*ABOUT THIS EXERCISE:*
Report how many lines in the data include "Budi", with the number as the only reply.

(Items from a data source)
################

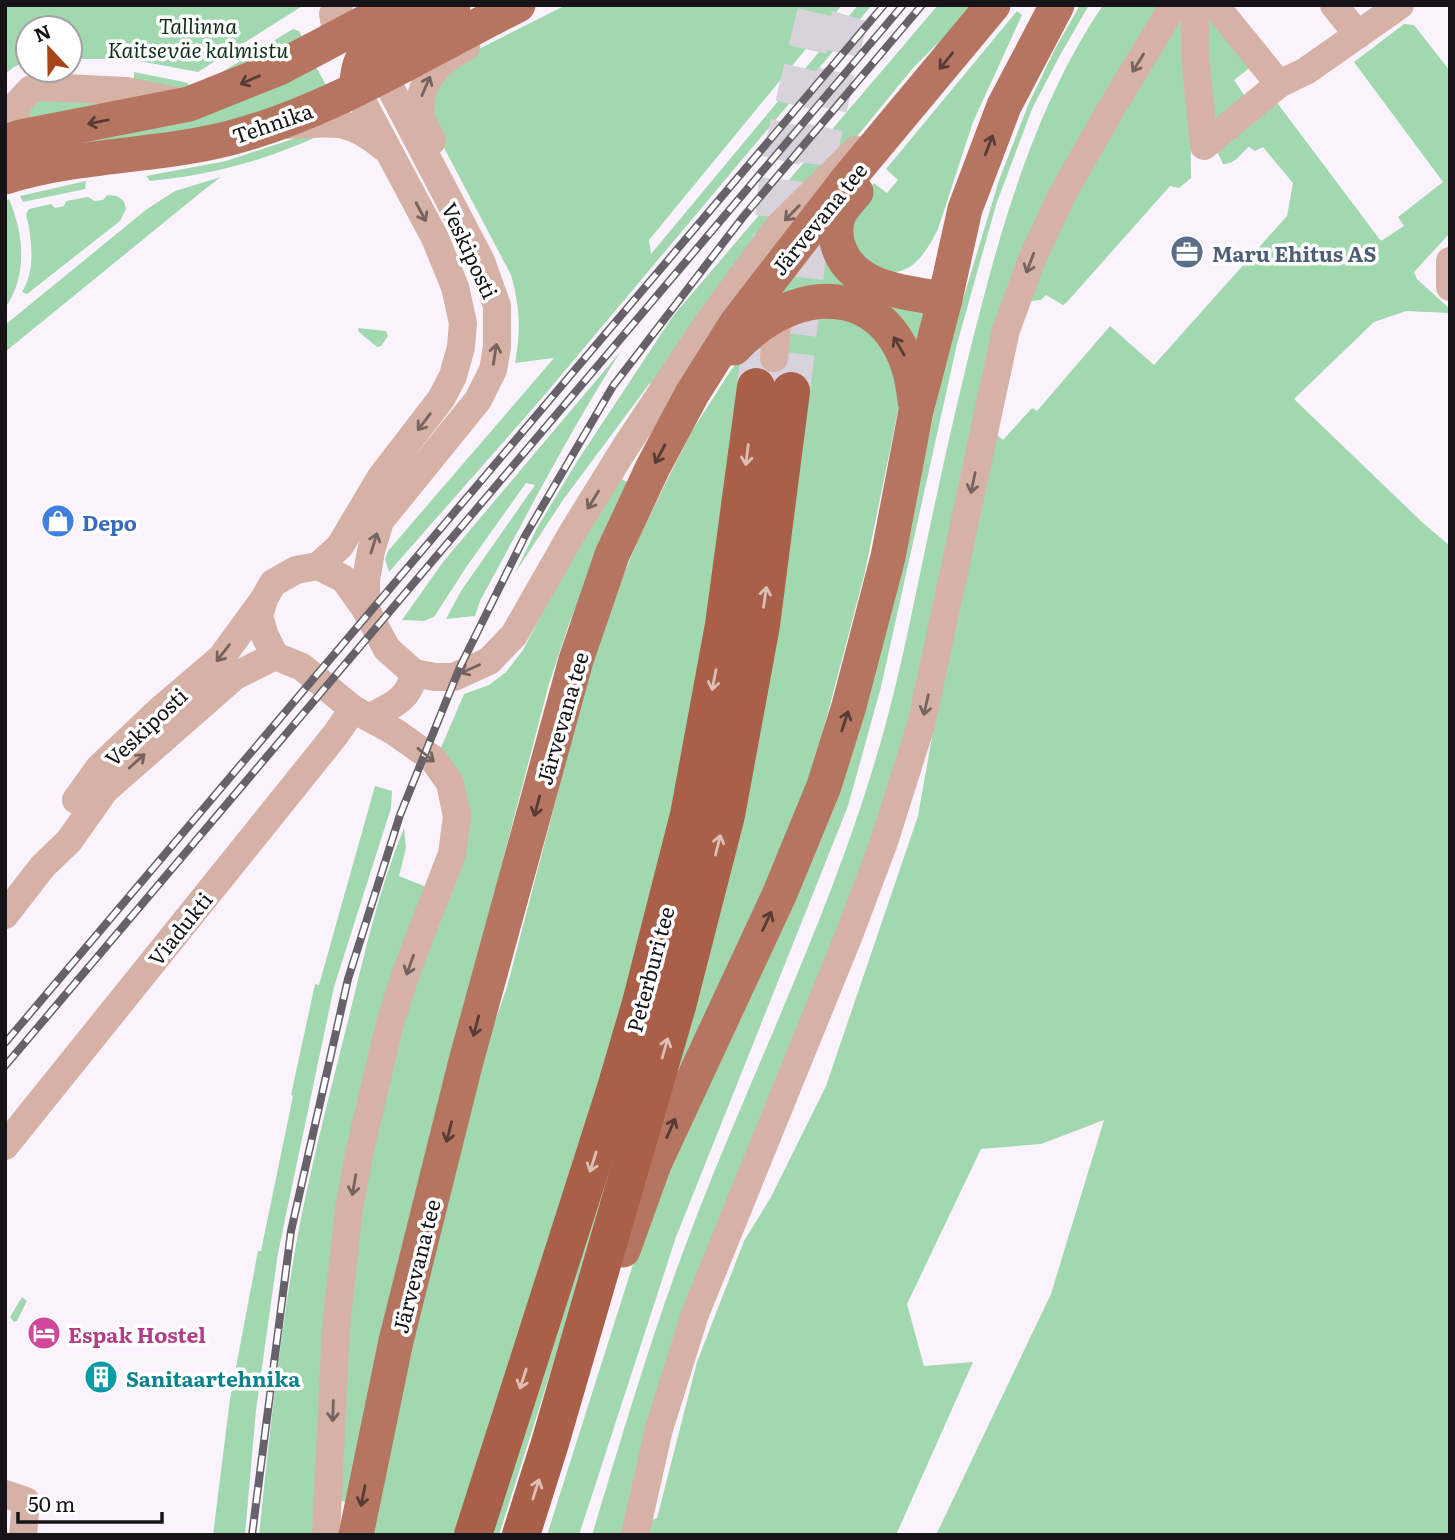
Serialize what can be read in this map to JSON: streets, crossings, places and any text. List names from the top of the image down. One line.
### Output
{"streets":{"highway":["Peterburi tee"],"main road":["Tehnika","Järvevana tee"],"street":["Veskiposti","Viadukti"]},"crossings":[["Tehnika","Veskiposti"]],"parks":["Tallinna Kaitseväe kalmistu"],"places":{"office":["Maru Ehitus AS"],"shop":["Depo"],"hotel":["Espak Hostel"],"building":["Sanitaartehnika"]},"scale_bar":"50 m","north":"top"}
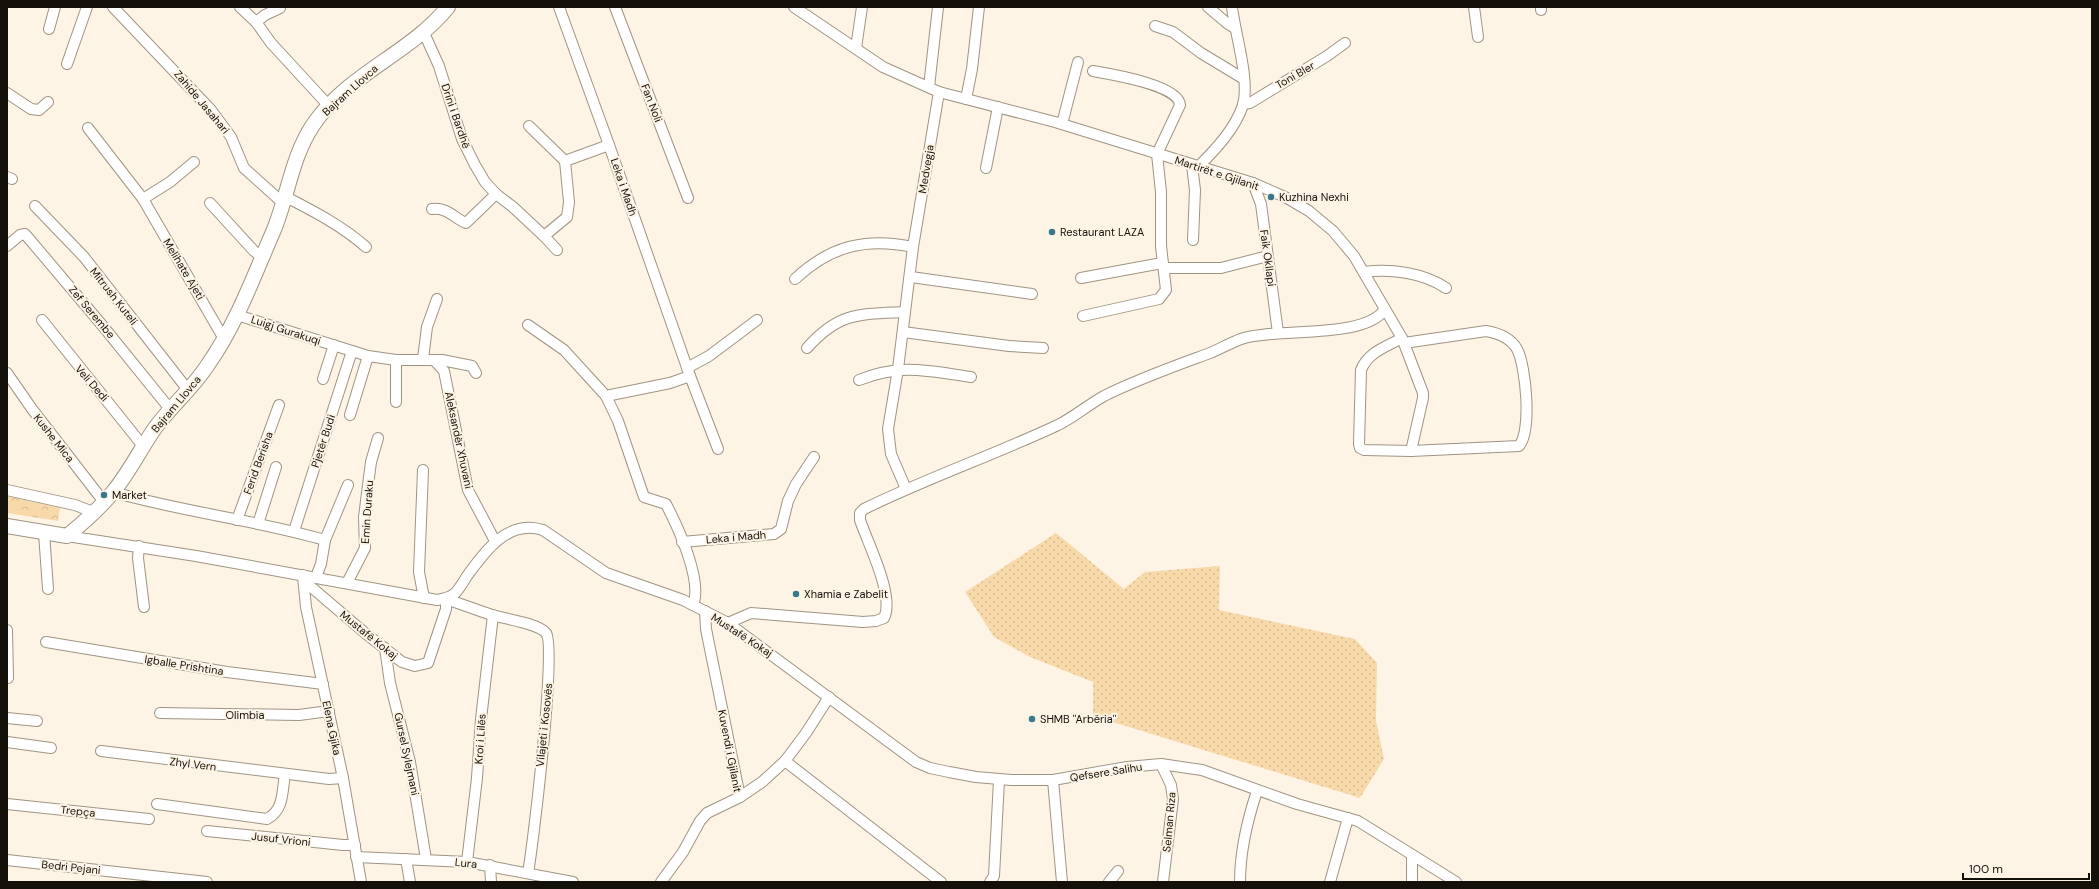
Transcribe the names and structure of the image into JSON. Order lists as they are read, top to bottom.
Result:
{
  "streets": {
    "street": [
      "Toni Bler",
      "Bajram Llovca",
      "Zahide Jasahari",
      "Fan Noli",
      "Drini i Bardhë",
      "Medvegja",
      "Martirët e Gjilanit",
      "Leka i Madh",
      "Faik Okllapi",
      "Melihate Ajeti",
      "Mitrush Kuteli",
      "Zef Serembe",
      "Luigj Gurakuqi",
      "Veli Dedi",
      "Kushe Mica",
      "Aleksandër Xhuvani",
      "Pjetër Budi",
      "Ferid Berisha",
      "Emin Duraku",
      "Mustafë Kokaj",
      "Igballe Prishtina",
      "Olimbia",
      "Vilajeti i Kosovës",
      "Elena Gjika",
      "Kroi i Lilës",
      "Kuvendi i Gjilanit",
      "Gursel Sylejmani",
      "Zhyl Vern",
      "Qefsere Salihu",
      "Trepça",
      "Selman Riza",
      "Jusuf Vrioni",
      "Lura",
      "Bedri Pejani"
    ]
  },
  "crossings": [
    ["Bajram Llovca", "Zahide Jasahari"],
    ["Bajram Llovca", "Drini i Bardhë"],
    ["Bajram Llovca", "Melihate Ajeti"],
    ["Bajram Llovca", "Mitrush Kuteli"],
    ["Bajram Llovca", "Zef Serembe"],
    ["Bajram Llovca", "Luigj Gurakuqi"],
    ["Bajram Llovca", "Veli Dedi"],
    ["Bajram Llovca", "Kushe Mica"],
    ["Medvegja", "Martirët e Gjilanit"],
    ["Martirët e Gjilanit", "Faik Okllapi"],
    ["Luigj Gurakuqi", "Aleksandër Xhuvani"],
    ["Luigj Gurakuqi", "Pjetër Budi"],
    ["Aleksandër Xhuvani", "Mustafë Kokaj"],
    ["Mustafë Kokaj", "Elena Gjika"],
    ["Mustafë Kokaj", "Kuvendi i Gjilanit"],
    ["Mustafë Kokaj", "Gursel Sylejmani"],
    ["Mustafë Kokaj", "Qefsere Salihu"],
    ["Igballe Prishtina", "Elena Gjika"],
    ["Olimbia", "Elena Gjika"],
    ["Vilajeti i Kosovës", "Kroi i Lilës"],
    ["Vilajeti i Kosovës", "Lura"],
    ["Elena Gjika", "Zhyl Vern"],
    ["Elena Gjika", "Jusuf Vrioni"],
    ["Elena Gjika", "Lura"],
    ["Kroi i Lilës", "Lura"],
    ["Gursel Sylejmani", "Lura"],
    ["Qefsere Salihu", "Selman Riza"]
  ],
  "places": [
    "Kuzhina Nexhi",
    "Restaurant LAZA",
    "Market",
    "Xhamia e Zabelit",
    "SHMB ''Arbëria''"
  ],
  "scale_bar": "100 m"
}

################

*REPLY:*
2